Jak nie dać się oszukać przez administratorów spadku
Przy wielomilionowych kwotach, jak i przy mniejszych spadkach, zawsze mamy do czynienia w USA z funkcją administratora spadku, w postępowaniu ustawowym. Taka osoba nie musi być prawnikiem, wystarczy, że ma doświadczenie w zarządzaniu spadkiem.
Jest to rozwiązanie w Polsce nieznane, stąd wiele nieporozumień i nieszczęść. Funkcją administratora spadku jest spieniężenie majątku po osobie zmarłej i spłacenie zadłużenie, które pozostało oraz rozdysponowanie spadku pomiędzy spadkobiorców.
- Tak postępuje uczciwy administrator, natomiast ostatnio mieliśmy taki przypadek, że w Chicago na takiego administratorem osoba, która wkrótce zmarła, wyznaczyła swoją sąsiadkę, przekazując informację, że spadkobiercami są daleki kuzyn w Polsce i jego syn - mówi w rozmowie z MarketNews24 Joanna Pluta, wspólnik zarządzający w Kancelarii Baran&Pluta.
Spadkobiercy podczas pobytu w USA podpisali anglojęzyczne dokumenty, choć nie znali tego języka.

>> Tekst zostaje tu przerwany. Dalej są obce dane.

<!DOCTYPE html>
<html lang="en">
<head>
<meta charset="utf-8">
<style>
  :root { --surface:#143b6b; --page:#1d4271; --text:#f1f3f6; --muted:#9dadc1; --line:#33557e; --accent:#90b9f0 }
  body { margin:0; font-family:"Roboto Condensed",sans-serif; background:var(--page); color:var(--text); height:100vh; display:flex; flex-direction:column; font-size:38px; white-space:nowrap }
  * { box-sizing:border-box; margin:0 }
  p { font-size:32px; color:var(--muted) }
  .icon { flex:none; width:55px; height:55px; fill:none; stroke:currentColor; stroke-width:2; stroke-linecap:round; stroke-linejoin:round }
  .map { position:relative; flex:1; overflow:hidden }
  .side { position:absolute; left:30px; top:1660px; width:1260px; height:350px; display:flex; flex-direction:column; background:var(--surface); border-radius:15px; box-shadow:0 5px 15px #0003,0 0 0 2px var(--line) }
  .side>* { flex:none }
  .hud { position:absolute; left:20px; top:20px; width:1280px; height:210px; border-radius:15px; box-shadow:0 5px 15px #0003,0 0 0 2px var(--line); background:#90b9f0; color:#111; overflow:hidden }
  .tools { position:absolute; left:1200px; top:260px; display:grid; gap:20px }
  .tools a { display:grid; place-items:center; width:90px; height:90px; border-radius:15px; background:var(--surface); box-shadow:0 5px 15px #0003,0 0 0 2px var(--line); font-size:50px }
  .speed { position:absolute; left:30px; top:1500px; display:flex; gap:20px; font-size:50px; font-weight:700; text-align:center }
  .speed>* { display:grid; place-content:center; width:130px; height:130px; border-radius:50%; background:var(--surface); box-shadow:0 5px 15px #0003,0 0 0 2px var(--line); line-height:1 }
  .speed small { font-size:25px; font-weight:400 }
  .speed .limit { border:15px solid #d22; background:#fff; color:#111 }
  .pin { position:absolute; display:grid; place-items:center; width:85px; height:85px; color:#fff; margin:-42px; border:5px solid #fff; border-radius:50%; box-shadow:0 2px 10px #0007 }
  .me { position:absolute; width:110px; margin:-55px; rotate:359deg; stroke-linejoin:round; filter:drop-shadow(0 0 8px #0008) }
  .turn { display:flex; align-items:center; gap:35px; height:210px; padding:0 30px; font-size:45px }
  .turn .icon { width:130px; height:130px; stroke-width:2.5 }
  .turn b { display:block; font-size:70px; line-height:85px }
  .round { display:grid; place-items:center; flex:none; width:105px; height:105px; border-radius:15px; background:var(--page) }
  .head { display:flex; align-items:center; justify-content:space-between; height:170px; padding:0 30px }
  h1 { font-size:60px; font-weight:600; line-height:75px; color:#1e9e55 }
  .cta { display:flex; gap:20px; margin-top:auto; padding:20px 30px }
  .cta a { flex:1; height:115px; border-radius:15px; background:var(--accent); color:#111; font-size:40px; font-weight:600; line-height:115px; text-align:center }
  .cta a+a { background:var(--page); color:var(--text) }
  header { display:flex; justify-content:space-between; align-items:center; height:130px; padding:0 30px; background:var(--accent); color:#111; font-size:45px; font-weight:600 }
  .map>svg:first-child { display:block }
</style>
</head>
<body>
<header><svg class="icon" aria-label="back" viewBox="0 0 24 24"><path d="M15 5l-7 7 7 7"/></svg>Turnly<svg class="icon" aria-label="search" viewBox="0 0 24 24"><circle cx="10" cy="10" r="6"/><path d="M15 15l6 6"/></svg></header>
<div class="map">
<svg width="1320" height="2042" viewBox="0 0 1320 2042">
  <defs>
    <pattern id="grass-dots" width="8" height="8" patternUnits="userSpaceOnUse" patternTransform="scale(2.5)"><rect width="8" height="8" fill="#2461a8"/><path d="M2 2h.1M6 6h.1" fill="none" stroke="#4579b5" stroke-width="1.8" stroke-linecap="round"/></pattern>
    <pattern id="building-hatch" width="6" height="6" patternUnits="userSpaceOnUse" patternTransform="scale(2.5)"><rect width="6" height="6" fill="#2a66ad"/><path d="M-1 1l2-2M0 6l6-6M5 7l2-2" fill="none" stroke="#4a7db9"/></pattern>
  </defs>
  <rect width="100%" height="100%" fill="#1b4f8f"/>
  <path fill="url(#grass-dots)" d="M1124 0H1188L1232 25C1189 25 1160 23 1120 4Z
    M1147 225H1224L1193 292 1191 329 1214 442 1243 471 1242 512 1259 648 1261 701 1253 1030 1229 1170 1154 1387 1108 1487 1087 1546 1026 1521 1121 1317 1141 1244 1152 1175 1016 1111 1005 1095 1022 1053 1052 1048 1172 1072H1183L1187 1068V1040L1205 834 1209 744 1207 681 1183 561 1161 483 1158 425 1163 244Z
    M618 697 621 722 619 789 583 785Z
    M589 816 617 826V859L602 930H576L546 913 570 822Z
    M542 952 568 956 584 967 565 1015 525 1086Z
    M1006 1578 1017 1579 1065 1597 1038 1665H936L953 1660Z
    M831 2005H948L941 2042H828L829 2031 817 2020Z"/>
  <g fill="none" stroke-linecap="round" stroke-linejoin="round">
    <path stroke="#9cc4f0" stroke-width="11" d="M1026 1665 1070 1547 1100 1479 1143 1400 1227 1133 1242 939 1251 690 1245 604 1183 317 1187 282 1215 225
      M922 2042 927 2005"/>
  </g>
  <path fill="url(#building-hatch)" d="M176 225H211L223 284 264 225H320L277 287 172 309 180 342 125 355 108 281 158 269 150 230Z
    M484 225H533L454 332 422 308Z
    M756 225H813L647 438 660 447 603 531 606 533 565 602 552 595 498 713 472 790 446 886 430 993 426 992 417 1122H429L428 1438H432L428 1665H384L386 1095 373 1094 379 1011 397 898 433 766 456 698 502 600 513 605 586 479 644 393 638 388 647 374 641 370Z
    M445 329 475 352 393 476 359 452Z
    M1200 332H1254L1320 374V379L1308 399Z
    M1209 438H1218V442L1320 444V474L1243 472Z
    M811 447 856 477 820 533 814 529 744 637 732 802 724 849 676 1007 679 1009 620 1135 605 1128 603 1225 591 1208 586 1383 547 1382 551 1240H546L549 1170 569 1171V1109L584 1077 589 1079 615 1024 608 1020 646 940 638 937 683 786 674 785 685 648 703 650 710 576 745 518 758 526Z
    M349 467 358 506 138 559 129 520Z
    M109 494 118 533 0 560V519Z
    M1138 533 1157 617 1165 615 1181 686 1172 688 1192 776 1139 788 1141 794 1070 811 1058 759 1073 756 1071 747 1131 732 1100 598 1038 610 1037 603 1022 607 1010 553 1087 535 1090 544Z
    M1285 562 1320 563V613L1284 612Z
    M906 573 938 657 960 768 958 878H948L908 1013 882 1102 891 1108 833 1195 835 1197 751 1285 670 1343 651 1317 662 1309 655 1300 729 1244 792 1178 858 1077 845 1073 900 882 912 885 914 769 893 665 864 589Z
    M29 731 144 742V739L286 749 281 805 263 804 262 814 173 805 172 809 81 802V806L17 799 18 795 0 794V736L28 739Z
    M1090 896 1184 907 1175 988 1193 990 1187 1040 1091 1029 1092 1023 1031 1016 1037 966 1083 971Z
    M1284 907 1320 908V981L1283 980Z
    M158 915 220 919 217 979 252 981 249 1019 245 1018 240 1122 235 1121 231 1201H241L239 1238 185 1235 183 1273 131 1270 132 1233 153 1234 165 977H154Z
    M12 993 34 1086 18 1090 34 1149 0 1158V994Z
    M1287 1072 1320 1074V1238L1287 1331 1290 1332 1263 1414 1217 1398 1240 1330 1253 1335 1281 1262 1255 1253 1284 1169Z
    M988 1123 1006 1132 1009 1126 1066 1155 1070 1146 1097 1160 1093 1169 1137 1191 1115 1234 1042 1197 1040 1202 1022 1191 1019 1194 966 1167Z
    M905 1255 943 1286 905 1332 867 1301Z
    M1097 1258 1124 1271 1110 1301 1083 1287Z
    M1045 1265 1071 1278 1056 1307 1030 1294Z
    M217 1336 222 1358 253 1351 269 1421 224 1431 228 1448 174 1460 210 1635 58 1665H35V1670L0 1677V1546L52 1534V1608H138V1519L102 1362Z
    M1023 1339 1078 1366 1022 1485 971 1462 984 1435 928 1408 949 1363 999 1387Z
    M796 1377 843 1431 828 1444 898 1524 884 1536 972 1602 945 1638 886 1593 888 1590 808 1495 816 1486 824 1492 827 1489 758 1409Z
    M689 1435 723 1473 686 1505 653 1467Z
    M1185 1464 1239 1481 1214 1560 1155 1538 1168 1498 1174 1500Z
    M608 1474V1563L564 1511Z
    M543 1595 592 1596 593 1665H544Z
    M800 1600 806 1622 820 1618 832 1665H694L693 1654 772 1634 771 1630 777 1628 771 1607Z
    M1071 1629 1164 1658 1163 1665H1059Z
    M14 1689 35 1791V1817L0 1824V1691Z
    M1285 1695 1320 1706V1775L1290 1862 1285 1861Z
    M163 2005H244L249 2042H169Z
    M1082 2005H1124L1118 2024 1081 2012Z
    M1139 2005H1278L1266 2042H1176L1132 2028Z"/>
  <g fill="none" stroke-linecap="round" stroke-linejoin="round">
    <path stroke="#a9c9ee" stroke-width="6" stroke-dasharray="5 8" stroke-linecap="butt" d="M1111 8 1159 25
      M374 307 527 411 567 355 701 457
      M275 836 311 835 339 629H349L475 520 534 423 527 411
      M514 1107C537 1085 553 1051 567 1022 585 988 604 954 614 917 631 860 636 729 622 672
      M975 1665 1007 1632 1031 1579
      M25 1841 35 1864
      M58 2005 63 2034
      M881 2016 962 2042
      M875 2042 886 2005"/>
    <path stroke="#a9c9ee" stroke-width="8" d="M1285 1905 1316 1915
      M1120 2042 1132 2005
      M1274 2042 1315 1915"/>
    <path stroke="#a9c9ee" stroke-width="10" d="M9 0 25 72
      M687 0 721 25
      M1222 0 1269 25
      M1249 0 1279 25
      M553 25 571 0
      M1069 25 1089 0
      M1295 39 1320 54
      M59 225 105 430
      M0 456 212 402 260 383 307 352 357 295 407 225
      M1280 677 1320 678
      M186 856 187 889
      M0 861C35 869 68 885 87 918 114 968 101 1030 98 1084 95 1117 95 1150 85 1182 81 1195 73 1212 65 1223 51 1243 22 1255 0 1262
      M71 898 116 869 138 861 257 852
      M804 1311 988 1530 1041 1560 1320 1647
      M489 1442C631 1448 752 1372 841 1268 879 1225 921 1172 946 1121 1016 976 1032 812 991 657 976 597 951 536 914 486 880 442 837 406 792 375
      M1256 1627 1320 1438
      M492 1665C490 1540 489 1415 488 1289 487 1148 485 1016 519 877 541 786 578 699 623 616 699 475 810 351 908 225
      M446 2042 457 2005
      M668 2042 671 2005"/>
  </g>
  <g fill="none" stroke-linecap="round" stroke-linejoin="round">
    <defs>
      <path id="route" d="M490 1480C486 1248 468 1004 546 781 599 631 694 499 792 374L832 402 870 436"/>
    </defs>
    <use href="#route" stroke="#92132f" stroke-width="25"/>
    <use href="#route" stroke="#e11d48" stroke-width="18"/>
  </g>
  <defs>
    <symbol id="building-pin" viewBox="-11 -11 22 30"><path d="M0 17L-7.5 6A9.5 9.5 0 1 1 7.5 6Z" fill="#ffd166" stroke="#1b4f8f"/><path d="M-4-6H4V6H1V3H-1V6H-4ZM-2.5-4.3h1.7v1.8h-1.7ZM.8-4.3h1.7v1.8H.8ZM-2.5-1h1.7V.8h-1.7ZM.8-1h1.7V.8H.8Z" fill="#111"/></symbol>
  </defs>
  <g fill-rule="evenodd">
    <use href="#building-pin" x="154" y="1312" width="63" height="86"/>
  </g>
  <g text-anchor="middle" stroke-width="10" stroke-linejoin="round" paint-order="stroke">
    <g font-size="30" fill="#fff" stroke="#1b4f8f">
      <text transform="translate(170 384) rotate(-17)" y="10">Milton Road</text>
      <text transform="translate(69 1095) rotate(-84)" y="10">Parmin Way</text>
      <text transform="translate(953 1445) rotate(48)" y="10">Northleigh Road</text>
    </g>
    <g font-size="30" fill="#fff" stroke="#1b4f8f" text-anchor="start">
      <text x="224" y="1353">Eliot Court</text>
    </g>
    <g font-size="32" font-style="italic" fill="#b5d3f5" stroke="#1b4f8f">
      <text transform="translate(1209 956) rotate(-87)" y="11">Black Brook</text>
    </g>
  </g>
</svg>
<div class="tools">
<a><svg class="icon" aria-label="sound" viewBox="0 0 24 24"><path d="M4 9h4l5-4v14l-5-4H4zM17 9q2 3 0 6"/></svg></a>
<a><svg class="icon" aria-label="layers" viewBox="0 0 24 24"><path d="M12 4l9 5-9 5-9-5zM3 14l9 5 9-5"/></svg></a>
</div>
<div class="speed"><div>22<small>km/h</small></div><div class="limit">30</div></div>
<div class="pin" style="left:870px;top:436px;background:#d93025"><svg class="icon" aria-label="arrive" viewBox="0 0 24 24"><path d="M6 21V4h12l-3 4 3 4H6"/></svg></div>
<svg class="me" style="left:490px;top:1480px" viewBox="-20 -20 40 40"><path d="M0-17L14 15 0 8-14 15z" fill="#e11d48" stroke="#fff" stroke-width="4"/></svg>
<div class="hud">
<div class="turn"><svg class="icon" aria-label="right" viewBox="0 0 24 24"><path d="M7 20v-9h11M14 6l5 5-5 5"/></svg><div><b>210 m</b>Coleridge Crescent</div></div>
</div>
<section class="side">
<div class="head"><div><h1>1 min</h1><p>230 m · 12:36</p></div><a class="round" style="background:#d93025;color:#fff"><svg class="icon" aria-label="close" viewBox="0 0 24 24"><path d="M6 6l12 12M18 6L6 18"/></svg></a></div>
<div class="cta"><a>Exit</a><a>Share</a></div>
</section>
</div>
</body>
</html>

Po miesiącu dostali czeki na 1 tys. USD, których nie można było zrealizować w Polsce. Gdy po kilku miesiącach powrócili do USA, okazało się, że administrator zniknął, a spieniężony spadek wraz z nim.
- Przepadł spadek wartości około miliona dolarów - opowiada mec. Joanna Pluta.
Jak postępować w podobnej sytuacji? Przede wszystkim należy żądać dokumentów w języku polskim i szukać wiarygodnego administratora spadku.